Fast forward a couple of years. The six artists of Rose Compass (Connie Connally, Holli Harmon, Libby Smith, Nicole Strasburg, Nina Warner, and Pamela Zwehl-Burke) spent roughly twelve months using the medium of gouache to document and depict the ninety-two mile Santa Ynez River and its surrounding watershed. Many of these paintings made their way into the River’s Journey exhibit. (You can read more about the making of ‘The River’s Journey’ at: http://www.wildlingmuseum.org/the-rivers-journey/ )
This exhibit became very personal for me last year. I was on the final day of a month-long road trip which included a solar-eclipse and a backpack in Olympic National Park. I decided to make a detour to visit the lovely and gracious Holli Harmon as part of the Santa Barbara Studio Artists Open Studio Tour. While at her place, Holli showed me several gouache paintings under consideration for inclusion in the upcoming Wildling Exhibit. Two paintings caught my eye: ‘Path to Red Rock’ and ‘Fountainhead.’ Initially, I was excited by ‘Path to Red Rock,’ but I couldn’t get ‘Fountainhead’ out of my mind. I found myself reflecting back on ‘Fountainhead’ so often I contacted Holli to see if it was possible to purchase it, understanding the constraints of the upcoming exhibit.

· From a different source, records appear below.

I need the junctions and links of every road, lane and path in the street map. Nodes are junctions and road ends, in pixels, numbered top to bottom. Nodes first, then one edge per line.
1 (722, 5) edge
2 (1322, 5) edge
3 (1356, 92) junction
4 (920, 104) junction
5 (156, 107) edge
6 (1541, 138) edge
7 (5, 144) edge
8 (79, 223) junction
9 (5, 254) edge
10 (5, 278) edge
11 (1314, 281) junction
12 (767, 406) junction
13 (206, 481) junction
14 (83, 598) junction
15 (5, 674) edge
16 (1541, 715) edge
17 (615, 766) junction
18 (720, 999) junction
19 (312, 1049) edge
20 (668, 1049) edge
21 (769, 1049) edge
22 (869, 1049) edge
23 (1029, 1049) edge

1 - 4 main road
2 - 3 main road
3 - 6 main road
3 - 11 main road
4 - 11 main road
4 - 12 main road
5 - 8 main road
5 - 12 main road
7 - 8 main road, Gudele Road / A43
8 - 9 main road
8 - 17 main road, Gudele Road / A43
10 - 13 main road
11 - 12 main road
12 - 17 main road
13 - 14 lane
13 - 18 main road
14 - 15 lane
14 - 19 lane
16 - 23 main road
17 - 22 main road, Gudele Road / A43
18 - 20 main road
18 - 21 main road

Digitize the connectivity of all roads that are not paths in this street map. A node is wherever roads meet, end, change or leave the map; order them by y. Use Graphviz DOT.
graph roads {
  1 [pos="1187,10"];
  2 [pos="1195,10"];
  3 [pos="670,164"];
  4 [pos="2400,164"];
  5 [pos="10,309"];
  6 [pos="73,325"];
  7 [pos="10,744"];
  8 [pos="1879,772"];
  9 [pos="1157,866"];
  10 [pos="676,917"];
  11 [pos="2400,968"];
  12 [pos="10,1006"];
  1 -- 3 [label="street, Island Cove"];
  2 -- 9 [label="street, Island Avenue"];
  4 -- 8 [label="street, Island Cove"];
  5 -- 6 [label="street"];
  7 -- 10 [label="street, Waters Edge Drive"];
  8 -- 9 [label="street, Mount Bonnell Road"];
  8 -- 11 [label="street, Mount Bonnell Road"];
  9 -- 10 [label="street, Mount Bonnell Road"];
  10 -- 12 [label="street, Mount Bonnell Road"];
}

To make a long story short, Ruth received ‘Fountainhead’ as a Valentine’s Day gift and Holli invited us to attend ‘The River’s Journey’ Preview Party as her guests. The exhibit opening was quite an event and there was abundant energy and enthusiasm. All the Rose Compass artists were in attendance, as well as Thomas Paquette, the inspiration behind the show, with two new gouache paintings on display. And ‘Fountainhead’? Ms. Harmon created a larger oil painting of ‘Fountainhead,’ and it is featured in the exhibit. This is an important exhibition, not only due to the quality of art, but because ‘The River’s Journey’ highlights an impacted ecosystem vital to Santa Barbara County.
The following morning we returned to the Wildling to view ‘The River’s Journey’ again, this time with far fewer people in attendance. On our second go around we saw details we hadn’t noticed the evening before, and walked away with an even greater appreciation of all the time and artistic energy that went into ‘The River’s Journey.’ If you are in the Solvang area, I strongly encourage you to make the time to see it. I hope to view it again before the exhibit concludes on July 9th.
After we left the Wildling, we headed to Gaviota State Park. Seeing so many fine renditions of nature, we wanted to connect with the natural world ourselves. Reaching the crest of the Yucca Trail, the views open up: Gaviota Peak, the ocean and Channel Islands, mountains to the north, and our return route, the Las Cruces Trail below. A bit of nostalgia crept in: this used to be my favorite ‘after work’ hike; it’s only a ten-minute drive from the Santa Ynez Valley Marriott to the trailhead. Work no longer brings me to this area, but it’s still the place where I hope to reside one day.
We finish our short trek and head for home, happy to stretch our legs, and in the knowledge we will always have a small part of ‘The River’s Journey’ in our lives.